MATERIALS PROVIDED:
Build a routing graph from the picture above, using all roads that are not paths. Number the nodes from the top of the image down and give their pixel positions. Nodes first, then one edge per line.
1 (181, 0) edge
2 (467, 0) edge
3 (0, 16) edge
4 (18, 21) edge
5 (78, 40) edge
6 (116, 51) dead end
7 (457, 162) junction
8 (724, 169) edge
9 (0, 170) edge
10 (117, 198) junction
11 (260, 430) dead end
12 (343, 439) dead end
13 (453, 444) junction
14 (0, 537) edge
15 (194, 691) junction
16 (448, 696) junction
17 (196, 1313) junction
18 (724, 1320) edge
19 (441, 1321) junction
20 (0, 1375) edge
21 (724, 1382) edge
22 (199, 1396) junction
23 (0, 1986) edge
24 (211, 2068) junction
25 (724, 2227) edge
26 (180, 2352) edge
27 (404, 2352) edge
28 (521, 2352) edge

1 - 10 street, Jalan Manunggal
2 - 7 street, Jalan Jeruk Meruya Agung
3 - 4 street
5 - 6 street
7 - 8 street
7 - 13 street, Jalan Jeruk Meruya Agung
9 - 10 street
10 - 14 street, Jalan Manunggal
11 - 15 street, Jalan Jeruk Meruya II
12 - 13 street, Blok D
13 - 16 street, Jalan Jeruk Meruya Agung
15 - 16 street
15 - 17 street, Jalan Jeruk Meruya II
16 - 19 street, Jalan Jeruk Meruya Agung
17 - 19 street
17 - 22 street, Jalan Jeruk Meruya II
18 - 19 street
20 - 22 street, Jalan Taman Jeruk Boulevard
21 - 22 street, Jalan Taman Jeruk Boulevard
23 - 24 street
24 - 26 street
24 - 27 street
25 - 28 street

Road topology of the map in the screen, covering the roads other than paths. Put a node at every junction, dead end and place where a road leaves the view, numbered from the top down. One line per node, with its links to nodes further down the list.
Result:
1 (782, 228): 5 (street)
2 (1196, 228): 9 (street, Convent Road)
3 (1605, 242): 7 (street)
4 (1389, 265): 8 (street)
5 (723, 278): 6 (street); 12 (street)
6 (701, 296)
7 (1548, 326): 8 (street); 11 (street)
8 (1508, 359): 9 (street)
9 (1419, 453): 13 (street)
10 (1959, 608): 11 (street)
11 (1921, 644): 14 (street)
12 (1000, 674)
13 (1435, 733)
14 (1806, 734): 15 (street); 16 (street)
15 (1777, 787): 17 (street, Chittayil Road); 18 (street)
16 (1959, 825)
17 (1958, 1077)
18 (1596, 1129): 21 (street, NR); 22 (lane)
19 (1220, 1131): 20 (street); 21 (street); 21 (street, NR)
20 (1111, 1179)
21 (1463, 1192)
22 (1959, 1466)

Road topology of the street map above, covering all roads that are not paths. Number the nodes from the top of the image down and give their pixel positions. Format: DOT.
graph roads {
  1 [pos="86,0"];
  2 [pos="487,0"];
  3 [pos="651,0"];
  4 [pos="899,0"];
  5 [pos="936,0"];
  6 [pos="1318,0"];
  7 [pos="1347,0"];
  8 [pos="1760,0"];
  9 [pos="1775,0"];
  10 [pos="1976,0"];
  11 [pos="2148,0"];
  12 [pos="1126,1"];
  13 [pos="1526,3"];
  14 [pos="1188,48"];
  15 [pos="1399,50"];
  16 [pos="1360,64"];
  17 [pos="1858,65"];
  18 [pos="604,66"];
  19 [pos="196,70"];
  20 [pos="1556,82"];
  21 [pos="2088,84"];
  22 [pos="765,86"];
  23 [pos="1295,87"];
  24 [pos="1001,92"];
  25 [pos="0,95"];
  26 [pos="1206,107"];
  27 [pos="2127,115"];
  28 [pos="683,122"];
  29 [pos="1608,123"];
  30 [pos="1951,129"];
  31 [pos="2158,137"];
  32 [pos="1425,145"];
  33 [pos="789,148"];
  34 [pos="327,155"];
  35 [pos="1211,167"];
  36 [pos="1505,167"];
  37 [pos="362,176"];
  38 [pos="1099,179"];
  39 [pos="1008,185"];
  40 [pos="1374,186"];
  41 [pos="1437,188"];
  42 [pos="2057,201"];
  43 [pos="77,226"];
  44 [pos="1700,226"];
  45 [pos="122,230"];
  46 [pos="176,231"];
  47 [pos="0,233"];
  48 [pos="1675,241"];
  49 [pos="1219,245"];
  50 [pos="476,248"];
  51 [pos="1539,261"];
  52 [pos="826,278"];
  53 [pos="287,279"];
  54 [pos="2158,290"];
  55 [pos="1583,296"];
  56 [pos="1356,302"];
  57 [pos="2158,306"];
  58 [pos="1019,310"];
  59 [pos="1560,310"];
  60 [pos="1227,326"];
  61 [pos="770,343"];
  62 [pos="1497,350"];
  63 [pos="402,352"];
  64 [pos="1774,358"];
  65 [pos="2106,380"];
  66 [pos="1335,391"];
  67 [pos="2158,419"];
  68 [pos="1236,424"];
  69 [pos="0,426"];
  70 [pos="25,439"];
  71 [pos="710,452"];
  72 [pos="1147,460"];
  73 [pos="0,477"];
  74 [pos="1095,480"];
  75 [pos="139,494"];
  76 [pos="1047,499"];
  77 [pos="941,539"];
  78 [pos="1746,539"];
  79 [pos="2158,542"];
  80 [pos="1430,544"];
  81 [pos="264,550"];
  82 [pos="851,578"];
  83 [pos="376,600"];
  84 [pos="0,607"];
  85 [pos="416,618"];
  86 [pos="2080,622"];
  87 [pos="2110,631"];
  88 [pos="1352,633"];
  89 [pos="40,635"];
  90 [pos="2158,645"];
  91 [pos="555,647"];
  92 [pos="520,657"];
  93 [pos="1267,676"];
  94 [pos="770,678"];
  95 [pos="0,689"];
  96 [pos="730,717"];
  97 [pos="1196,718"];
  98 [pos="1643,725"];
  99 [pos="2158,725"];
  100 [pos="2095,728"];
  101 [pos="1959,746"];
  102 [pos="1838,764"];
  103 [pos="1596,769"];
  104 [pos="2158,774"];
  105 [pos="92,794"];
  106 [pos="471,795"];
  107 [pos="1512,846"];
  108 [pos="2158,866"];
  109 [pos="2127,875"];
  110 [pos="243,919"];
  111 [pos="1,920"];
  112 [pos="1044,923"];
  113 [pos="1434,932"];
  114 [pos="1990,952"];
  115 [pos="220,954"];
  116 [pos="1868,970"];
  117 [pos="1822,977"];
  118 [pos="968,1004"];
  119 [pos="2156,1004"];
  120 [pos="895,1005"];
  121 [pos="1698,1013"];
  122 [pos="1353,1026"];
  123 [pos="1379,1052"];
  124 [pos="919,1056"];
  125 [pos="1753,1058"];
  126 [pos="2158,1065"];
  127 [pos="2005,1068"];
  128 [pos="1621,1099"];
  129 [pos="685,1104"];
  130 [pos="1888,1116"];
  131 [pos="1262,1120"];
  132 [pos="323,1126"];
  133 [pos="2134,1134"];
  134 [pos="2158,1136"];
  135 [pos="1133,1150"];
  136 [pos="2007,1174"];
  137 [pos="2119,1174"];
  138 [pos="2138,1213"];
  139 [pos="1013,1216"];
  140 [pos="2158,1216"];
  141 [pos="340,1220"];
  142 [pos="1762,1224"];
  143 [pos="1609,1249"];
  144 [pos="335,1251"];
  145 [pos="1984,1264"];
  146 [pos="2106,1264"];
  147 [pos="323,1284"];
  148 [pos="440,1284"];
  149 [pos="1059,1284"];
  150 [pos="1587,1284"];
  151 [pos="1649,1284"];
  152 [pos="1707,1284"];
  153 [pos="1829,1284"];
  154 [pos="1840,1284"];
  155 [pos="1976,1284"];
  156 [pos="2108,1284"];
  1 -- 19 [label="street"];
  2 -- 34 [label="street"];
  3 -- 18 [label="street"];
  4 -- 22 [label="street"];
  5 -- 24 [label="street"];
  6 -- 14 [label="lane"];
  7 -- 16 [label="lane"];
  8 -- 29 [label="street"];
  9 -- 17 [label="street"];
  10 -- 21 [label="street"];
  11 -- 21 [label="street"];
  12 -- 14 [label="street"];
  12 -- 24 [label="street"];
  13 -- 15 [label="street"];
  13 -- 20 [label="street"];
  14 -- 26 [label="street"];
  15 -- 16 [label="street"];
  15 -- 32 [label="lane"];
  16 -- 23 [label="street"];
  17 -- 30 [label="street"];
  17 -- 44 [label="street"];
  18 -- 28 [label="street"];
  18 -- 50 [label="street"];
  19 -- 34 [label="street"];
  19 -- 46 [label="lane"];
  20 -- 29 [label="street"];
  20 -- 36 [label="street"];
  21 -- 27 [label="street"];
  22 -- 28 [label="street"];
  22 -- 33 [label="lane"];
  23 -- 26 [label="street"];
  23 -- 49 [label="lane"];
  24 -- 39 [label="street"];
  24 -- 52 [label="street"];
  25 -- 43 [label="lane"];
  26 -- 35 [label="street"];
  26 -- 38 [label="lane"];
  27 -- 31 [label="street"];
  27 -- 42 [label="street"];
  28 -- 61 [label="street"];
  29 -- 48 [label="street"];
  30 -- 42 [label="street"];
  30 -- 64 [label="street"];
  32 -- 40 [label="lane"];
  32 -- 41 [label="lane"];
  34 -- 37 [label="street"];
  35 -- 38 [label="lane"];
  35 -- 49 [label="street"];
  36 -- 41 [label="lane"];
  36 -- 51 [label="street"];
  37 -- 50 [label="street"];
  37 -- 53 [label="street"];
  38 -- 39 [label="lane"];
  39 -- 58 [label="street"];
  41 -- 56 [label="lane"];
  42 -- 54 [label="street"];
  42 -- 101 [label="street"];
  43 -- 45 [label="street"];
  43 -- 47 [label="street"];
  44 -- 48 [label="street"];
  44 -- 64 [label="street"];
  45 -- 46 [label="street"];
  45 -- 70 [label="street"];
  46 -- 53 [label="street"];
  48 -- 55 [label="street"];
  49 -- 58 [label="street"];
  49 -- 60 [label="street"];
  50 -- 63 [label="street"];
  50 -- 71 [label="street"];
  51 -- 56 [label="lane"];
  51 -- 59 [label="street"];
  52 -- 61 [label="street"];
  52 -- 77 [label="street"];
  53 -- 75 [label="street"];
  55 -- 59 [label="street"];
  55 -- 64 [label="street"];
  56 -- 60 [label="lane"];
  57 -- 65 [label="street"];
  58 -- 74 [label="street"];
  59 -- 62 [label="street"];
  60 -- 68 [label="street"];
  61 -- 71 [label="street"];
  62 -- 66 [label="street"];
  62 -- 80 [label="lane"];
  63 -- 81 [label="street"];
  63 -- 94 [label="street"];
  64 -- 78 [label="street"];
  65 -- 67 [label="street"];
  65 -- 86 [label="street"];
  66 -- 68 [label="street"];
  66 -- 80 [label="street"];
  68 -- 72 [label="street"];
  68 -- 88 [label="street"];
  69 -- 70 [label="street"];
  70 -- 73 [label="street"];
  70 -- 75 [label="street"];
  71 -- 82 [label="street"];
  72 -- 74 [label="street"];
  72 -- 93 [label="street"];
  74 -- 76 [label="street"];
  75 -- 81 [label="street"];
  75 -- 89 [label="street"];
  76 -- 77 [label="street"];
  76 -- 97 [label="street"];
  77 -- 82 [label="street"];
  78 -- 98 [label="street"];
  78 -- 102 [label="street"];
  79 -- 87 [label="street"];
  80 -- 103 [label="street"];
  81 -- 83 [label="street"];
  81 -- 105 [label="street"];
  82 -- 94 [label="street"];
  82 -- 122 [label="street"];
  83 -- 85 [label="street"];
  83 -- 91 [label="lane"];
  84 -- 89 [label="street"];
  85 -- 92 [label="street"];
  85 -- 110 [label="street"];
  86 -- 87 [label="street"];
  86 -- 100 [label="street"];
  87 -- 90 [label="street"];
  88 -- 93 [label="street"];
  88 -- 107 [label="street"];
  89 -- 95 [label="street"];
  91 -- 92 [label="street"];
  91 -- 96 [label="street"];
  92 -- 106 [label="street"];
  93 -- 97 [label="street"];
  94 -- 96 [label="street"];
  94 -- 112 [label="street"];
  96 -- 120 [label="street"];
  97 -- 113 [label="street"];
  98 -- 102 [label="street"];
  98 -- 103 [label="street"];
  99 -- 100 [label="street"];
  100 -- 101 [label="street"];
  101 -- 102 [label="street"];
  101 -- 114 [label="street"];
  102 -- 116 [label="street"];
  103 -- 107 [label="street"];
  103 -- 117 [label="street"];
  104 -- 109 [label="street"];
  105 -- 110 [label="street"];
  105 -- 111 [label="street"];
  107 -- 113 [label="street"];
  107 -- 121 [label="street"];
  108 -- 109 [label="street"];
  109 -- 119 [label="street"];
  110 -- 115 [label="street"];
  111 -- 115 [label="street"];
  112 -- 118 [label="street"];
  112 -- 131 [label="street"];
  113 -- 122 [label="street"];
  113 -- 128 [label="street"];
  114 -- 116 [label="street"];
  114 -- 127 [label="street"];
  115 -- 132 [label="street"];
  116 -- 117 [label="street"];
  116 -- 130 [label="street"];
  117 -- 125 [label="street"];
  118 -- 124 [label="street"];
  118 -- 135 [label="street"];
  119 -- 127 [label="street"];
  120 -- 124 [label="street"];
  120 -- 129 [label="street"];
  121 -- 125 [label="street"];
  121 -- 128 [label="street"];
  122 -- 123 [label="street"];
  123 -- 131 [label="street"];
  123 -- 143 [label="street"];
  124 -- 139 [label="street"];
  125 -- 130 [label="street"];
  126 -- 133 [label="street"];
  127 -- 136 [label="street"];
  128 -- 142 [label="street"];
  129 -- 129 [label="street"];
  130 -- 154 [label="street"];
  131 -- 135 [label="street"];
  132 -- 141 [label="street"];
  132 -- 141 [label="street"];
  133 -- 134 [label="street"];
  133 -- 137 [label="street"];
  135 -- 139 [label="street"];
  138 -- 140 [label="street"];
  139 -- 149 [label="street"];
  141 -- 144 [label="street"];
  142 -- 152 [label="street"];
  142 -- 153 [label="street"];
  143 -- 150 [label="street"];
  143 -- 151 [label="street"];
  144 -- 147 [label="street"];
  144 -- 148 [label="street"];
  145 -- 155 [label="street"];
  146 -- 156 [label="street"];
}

YOUR ASSIGNMENT:
Copy out, from the material above, each line in which the string "positions" is found.

ANSWER TO THIS PROBLEM:
Build a routing graph from the picture above, using all roads that are not paths. Number the nodes from the top of the image down and give their pixel positions. Nodes first, then one edge per line.
Road topology of the street map above, covering all roads that are not paths. Number the nodes from the top of the image down and give their pixel positions. Format: DOT.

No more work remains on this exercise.